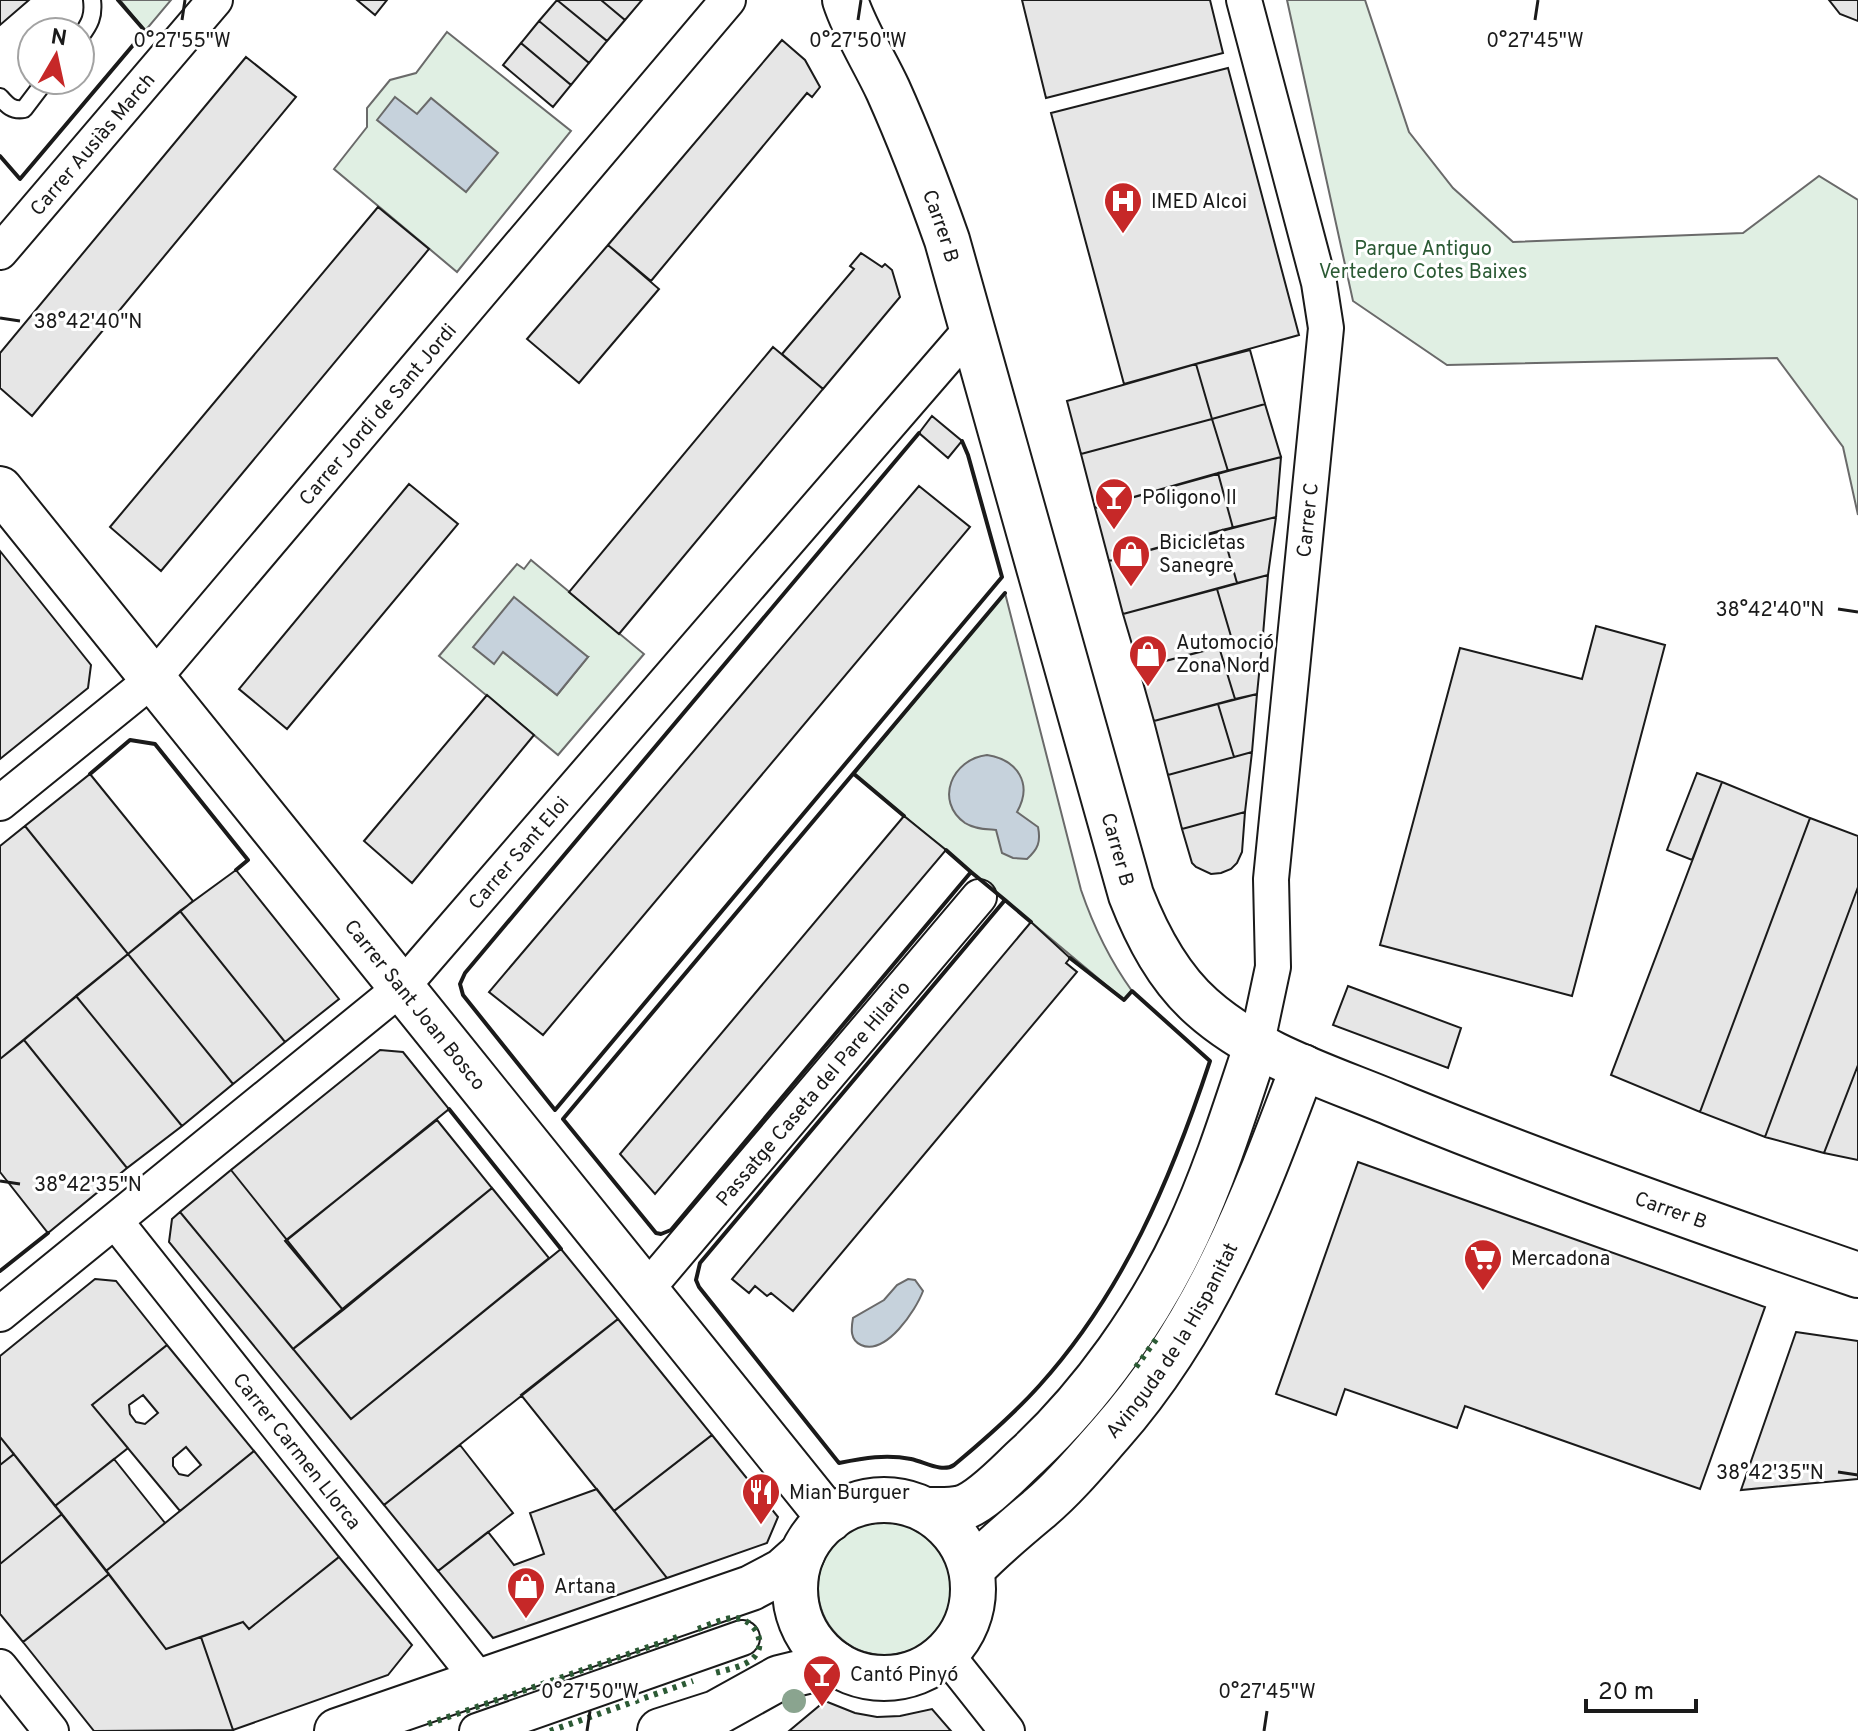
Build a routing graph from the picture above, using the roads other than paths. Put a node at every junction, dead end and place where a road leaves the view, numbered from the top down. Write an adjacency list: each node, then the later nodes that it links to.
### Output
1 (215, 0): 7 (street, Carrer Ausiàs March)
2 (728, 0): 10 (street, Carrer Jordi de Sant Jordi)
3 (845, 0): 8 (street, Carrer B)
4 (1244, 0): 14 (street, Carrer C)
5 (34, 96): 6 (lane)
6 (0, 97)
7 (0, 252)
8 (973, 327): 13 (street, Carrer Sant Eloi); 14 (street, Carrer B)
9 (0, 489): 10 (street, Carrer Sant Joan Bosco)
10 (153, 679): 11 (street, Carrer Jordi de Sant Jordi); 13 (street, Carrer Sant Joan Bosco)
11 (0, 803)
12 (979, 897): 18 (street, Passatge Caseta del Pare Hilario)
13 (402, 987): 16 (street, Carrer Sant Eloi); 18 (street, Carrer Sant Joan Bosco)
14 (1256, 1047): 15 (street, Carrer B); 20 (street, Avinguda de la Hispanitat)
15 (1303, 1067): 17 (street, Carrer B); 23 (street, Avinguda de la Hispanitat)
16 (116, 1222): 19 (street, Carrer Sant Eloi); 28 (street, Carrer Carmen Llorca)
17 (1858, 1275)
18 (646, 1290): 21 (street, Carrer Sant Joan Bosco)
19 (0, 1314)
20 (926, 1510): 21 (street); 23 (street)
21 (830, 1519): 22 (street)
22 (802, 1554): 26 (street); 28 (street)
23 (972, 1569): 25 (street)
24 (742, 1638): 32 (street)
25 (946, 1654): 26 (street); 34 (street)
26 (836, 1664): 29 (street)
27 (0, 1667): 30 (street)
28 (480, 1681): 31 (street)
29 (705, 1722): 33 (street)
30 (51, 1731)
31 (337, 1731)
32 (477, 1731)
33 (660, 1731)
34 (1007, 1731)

## Your goal
Among the lines of the data, some may include "Jordi" as a word or string; report how many, and nothing else.

## Exercise answer
2